### WHAT YOU ARE ASKED TO DO
Read through the data and count the lines that contain the string "mouth"; give only the result.

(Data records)
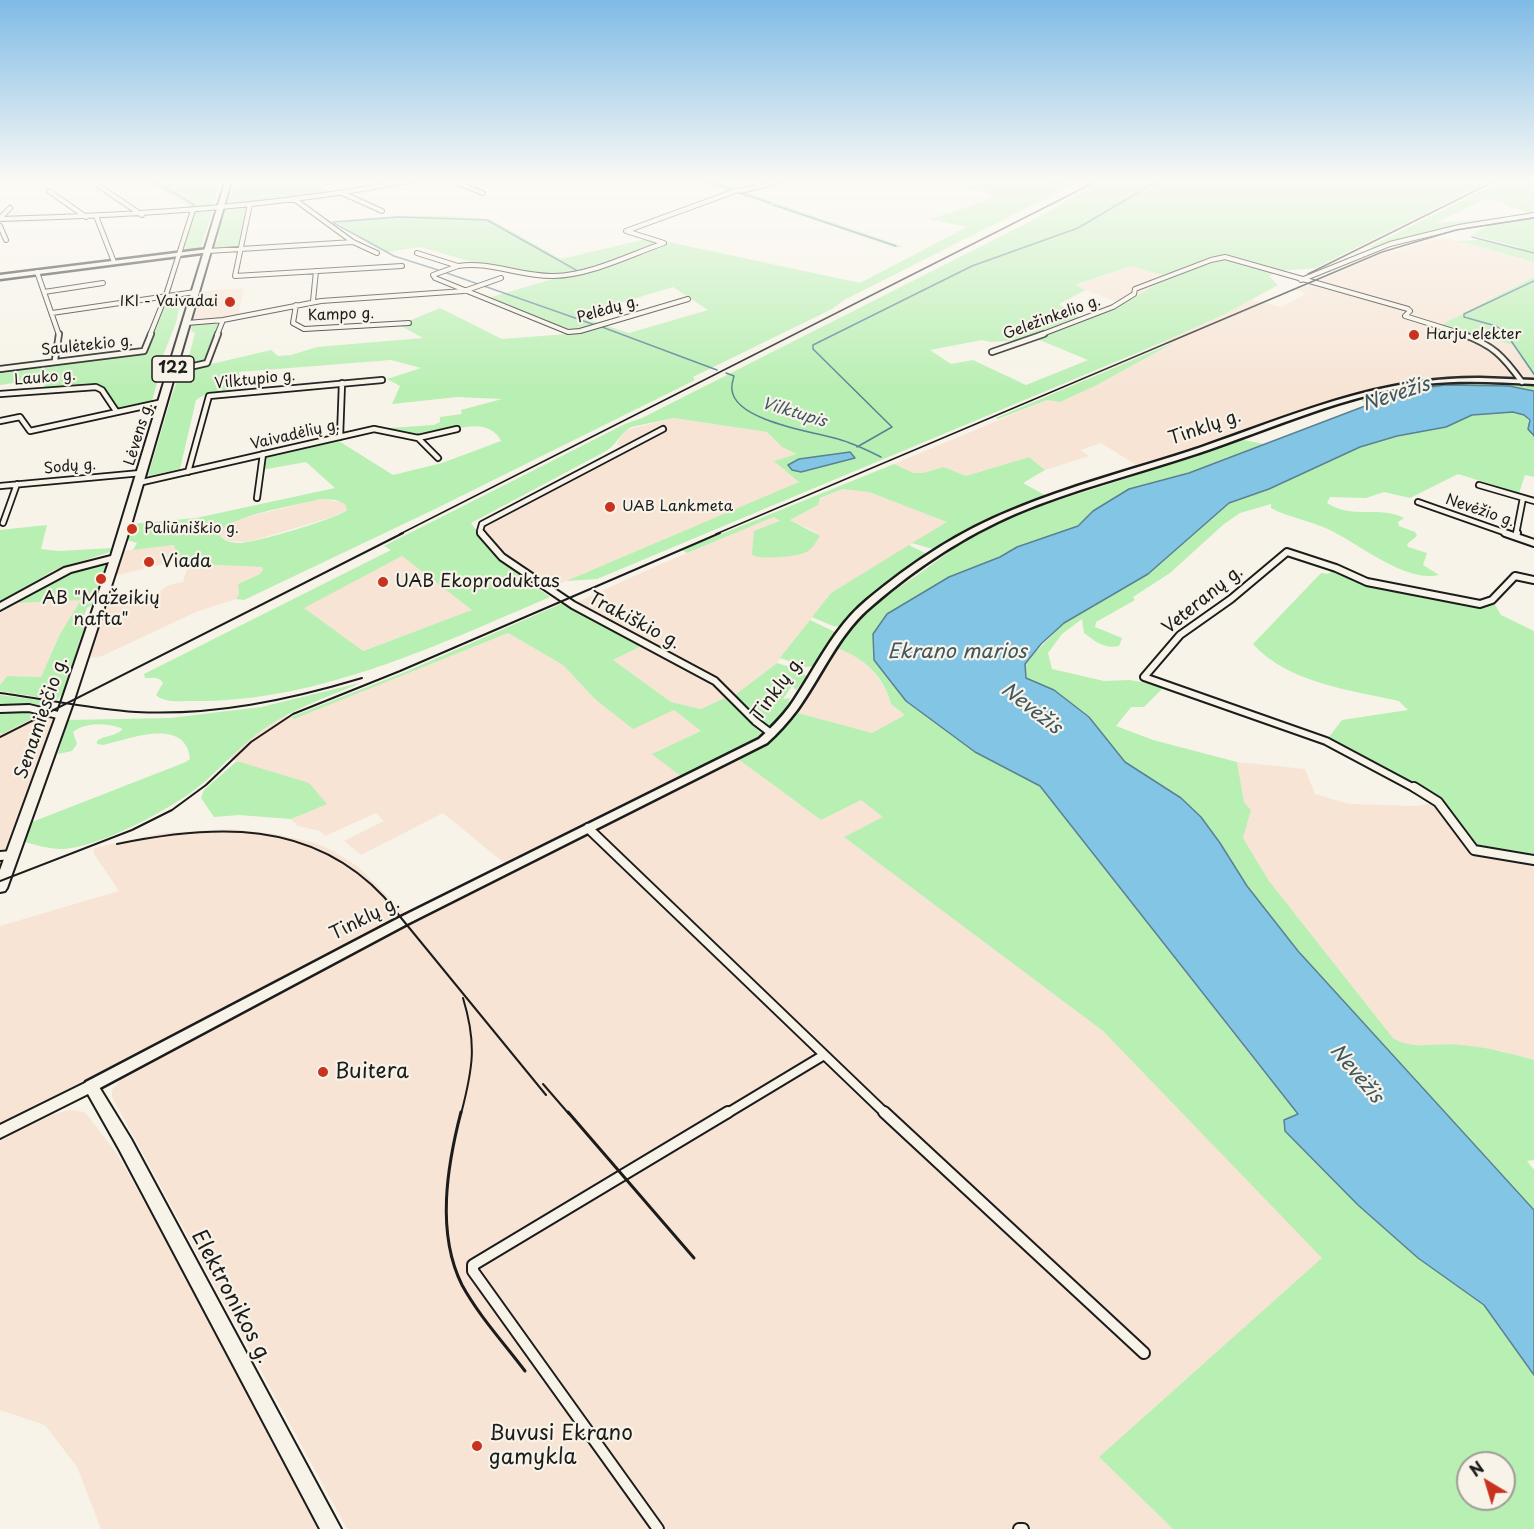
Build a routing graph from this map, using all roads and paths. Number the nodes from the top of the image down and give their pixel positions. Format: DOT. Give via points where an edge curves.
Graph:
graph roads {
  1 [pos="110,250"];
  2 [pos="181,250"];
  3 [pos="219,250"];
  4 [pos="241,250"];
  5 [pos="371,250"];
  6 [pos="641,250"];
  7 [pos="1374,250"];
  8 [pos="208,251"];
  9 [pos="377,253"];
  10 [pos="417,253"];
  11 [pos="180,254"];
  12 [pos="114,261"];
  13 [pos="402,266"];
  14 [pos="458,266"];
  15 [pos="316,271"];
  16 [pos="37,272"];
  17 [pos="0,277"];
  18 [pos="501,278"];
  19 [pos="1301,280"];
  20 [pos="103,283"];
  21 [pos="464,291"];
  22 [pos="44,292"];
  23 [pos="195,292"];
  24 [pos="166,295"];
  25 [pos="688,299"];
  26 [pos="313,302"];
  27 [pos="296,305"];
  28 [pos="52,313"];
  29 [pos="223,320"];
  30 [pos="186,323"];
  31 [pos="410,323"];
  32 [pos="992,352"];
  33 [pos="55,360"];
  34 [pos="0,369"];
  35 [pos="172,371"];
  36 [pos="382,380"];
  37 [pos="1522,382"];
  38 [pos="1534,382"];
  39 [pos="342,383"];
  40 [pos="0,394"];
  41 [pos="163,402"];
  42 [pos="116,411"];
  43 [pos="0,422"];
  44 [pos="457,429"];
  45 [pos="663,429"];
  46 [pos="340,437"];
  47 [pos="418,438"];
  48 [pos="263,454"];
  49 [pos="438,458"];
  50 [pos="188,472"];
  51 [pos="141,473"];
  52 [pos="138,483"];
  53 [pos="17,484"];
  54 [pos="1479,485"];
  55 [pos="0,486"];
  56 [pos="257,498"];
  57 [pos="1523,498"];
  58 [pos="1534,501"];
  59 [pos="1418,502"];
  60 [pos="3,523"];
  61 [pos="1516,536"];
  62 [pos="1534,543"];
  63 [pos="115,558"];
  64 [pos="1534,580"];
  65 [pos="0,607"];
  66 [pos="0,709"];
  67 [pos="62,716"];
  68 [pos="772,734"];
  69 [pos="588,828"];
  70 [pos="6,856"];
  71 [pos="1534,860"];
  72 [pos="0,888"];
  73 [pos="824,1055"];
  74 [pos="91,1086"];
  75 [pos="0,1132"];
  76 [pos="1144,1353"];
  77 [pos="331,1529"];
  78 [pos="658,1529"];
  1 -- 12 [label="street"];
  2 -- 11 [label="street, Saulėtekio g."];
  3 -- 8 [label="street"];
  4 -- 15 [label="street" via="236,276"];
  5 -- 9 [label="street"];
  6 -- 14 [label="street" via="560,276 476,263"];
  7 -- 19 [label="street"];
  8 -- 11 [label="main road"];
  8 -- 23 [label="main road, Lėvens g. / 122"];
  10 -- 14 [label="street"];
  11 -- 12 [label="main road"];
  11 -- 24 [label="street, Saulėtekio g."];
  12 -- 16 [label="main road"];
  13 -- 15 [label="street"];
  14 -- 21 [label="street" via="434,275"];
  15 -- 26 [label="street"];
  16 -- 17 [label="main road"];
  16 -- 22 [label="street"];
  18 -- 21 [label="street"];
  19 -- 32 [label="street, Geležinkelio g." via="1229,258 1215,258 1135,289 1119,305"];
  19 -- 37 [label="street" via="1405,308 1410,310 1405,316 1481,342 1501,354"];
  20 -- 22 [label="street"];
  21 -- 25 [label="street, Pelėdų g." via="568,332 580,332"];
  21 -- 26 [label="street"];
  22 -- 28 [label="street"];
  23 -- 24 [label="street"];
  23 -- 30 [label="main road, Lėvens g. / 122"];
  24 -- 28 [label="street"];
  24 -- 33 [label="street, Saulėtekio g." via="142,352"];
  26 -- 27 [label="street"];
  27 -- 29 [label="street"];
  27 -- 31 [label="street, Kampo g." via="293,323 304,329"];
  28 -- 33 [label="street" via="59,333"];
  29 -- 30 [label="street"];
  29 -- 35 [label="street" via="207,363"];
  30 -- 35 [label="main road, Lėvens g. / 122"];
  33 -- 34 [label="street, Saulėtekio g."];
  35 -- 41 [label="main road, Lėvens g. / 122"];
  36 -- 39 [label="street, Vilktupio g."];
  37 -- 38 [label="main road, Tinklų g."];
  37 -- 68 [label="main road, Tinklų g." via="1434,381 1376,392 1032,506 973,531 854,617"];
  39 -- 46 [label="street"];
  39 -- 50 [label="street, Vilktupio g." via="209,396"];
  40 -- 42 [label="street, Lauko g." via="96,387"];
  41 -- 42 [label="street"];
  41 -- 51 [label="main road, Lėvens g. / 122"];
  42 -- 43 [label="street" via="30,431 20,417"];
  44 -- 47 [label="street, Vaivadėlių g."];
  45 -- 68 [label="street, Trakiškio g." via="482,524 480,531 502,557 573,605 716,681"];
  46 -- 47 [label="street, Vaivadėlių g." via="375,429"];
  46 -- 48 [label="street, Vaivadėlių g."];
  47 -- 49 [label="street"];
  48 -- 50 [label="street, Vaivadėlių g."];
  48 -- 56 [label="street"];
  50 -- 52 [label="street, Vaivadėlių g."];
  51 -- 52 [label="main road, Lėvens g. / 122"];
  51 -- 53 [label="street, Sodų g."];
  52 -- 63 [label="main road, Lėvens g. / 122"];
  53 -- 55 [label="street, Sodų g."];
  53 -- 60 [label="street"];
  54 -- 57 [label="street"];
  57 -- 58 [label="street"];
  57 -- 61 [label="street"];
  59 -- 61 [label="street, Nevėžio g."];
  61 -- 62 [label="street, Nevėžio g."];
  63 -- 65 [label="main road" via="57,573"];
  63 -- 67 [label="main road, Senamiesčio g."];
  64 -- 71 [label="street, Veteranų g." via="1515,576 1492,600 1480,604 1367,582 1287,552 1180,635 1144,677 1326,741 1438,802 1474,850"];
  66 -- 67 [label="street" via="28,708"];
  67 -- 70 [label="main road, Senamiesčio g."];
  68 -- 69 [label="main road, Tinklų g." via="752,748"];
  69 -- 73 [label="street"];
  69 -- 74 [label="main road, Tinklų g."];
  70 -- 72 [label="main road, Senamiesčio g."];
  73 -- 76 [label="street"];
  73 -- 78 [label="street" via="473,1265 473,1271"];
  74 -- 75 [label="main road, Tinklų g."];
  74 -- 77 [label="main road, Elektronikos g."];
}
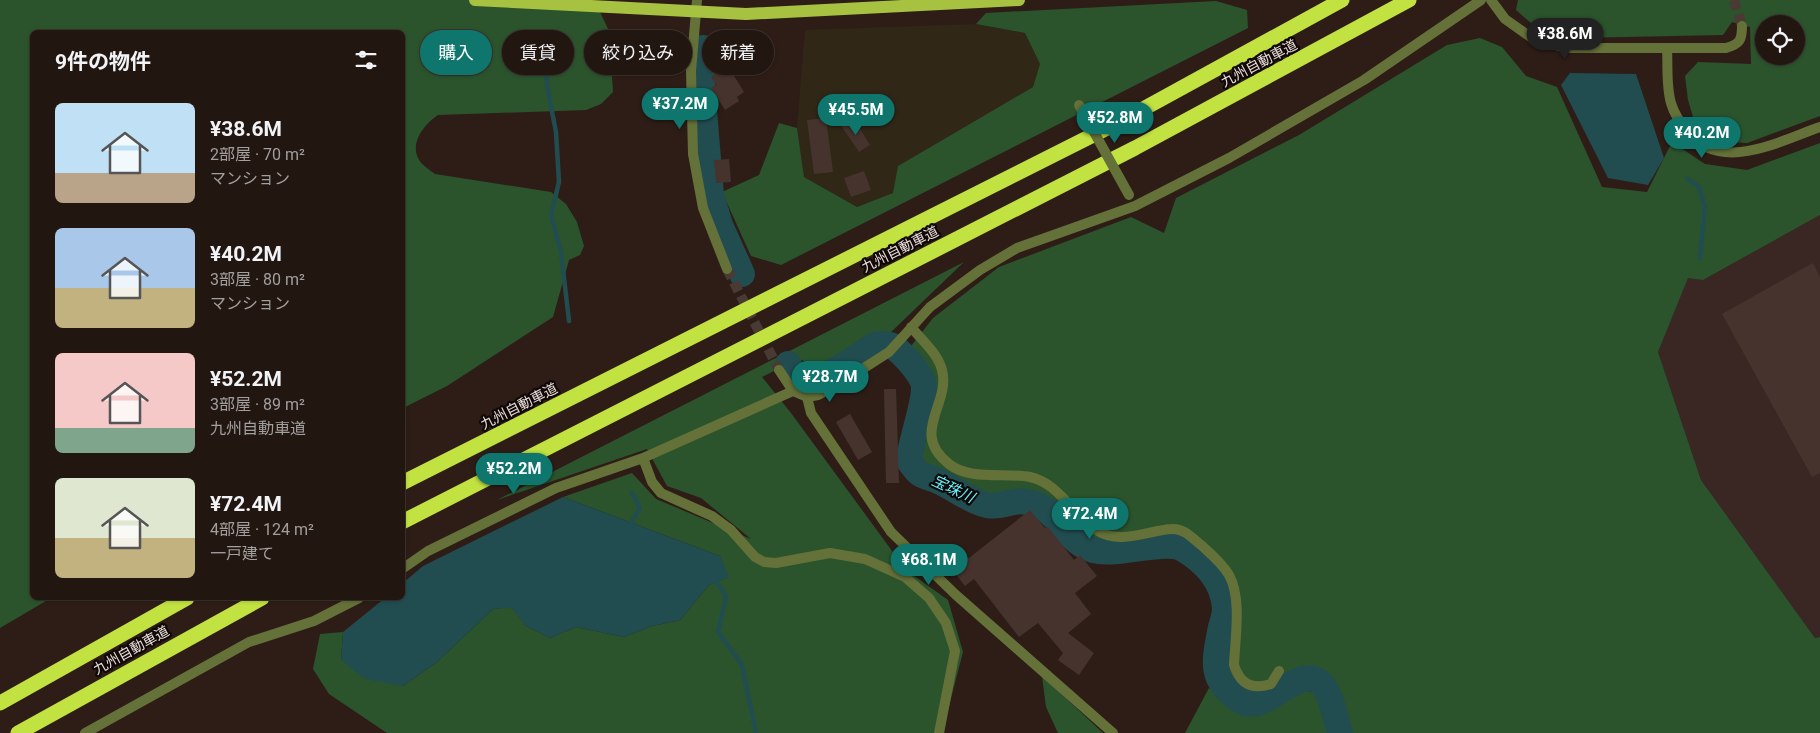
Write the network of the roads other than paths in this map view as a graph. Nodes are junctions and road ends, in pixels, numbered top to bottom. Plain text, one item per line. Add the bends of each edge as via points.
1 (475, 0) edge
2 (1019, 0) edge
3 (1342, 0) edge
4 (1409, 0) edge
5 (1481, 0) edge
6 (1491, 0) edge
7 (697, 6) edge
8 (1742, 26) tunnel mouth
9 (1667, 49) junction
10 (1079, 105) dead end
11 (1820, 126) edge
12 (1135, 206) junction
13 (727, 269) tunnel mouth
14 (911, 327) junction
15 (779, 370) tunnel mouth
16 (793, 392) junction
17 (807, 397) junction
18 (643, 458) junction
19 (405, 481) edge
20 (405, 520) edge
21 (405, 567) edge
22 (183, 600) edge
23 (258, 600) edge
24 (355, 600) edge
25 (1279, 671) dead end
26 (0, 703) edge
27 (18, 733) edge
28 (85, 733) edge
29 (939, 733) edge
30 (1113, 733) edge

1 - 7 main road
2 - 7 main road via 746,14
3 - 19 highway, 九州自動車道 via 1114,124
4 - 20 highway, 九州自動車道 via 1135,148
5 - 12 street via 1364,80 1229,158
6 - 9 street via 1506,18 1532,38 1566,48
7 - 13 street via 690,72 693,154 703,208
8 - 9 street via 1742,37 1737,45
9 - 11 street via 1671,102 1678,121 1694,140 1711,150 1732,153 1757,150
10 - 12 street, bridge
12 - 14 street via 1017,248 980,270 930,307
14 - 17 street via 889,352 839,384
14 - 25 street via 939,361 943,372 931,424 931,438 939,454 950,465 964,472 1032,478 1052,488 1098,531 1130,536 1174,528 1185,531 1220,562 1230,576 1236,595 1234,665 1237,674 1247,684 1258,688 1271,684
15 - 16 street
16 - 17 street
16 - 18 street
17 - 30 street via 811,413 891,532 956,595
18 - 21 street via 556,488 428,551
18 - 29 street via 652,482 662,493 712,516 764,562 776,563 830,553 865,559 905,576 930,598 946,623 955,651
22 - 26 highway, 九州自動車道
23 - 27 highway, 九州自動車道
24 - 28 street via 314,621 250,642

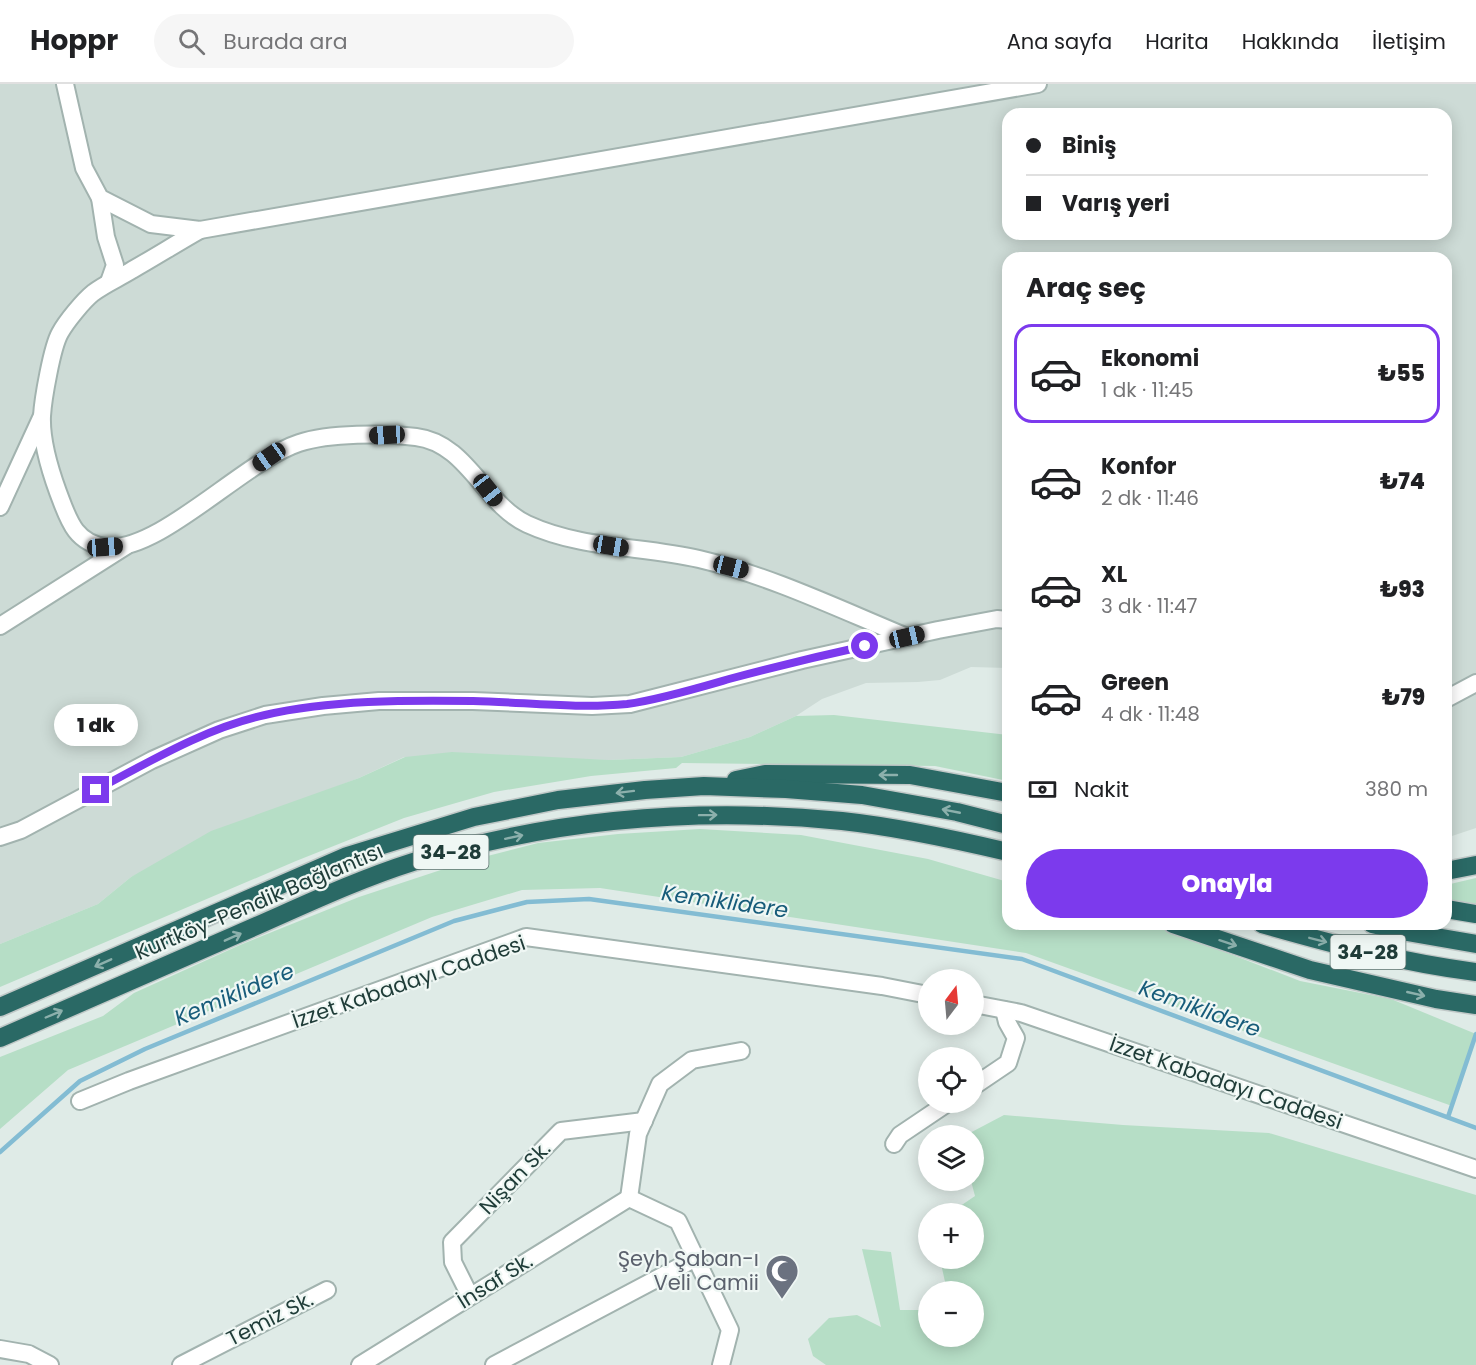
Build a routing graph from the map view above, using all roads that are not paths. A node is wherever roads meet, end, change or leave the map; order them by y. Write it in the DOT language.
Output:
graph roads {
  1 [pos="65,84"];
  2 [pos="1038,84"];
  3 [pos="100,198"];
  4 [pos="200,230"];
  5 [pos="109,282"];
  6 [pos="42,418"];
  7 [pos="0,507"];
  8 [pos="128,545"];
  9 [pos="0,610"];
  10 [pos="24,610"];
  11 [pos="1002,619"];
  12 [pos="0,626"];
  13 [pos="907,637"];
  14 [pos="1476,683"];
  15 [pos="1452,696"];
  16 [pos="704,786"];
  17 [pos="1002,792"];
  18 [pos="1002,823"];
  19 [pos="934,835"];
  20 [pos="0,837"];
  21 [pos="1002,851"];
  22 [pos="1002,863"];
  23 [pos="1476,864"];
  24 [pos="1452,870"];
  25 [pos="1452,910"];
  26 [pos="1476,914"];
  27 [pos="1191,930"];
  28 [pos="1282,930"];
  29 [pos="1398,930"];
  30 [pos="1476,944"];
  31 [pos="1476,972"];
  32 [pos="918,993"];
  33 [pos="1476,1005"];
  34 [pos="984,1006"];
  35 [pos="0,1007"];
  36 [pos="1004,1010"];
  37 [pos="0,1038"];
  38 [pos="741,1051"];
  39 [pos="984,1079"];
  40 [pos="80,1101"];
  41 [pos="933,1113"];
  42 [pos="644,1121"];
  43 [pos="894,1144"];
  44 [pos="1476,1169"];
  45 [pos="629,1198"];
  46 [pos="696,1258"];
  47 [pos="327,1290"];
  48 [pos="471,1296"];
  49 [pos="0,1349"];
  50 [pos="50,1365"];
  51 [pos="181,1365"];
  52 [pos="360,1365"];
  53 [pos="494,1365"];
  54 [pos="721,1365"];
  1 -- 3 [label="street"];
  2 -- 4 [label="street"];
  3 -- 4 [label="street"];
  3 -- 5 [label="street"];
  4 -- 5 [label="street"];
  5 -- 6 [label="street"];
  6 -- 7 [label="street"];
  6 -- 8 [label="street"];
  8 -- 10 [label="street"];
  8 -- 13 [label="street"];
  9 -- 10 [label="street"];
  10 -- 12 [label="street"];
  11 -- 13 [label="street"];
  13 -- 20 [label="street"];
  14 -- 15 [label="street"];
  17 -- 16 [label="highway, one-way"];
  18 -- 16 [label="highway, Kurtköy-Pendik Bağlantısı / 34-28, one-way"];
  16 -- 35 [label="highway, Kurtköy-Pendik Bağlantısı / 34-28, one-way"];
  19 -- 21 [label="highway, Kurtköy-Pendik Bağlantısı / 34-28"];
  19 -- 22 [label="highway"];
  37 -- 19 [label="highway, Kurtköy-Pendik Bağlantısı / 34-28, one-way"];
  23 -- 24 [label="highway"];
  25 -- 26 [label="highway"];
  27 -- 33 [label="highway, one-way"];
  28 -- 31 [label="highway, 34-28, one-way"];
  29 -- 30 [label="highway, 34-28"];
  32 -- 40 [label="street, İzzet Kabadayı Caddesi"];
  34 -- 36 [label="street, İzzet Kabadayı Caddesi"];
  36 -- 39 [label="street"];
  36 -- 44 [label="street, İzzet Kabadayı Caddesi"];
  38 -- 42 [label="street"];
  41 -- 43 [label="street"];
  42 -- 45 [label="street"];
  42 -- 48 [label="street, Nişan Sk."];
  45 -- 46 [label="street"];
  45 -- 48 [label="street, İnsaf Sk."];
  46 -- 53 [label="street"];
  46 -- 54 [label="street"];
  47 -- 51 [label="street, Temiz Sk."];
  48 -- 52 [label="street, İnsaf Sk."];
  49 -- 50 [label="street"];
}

### TASK ANSWER
3